SOURCE DATA START

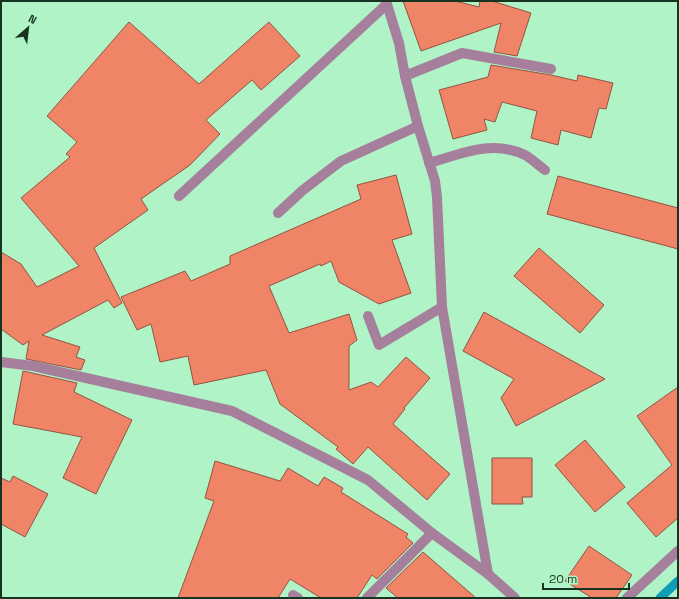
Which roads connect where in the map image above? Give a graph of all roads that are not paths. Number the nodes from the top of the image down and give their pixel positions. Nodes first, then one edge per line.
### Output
1 (387, 2) edge
2 (551, 69) dead end
3 (405, 76) junction
4 (418, 126) junction
5 (429, 164) junction
6 (545, 170) dead end
7 (179, 196) dead end
8 (278, 213) dead end
9 (442, 307) junction
10 (368, 316) dead end
11 (1, 362) edge
12 (432, 533) junction
13 (678, 551) edge
14 (488, 574) junction
15 (367, 598) edge
16 (515, 598) edge
17 (627, 598) edge

1 - 3 street
1 - 7 street
2 - 3 street
3 - 4 street
4 - 5 street
4 - 8 street
5 - 6 street
5 - 9 street
9 - 10 street
9 - 14 street
11 - 12 street
12 - 14 street
12 - 15 street
13 - 17 street
14 - 16 street

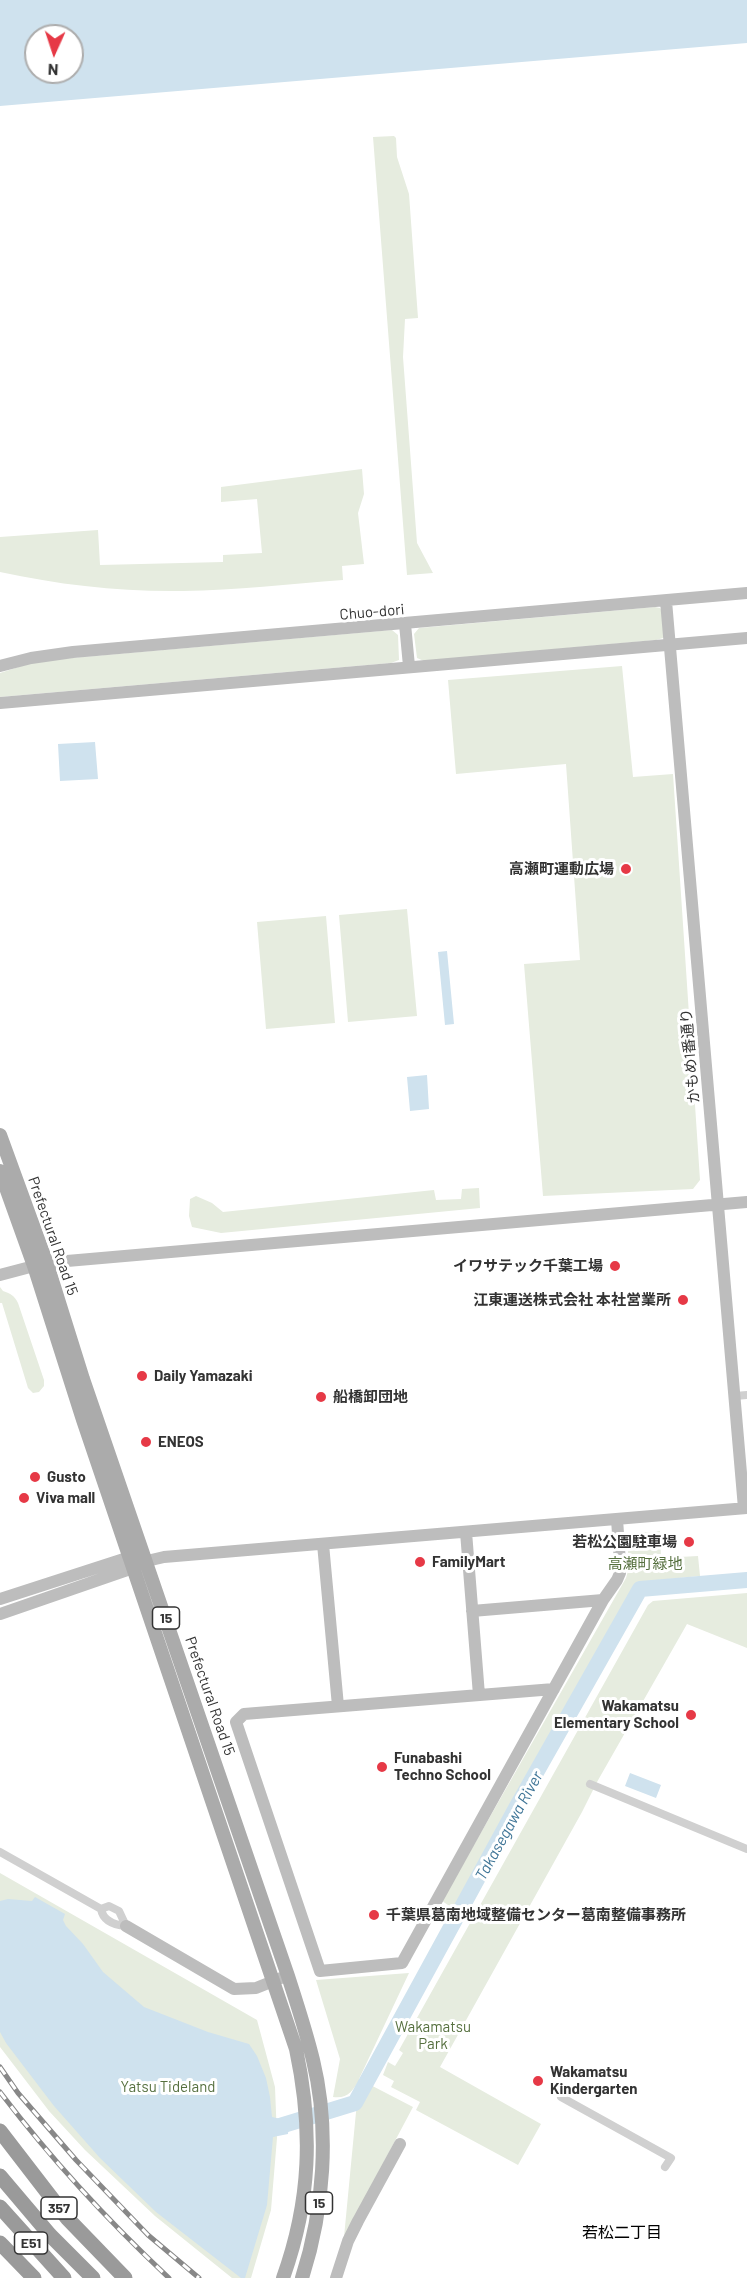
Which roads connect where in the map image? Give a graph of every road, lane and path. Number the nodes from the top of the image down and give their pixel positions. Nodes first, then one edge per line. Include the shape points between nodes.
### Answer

SOURCE DATA END

| EXERCISE |
Line count for the string "positions": tally the lines of the records above that contain it and give only the result.

| EXERCISE ANSWER |
2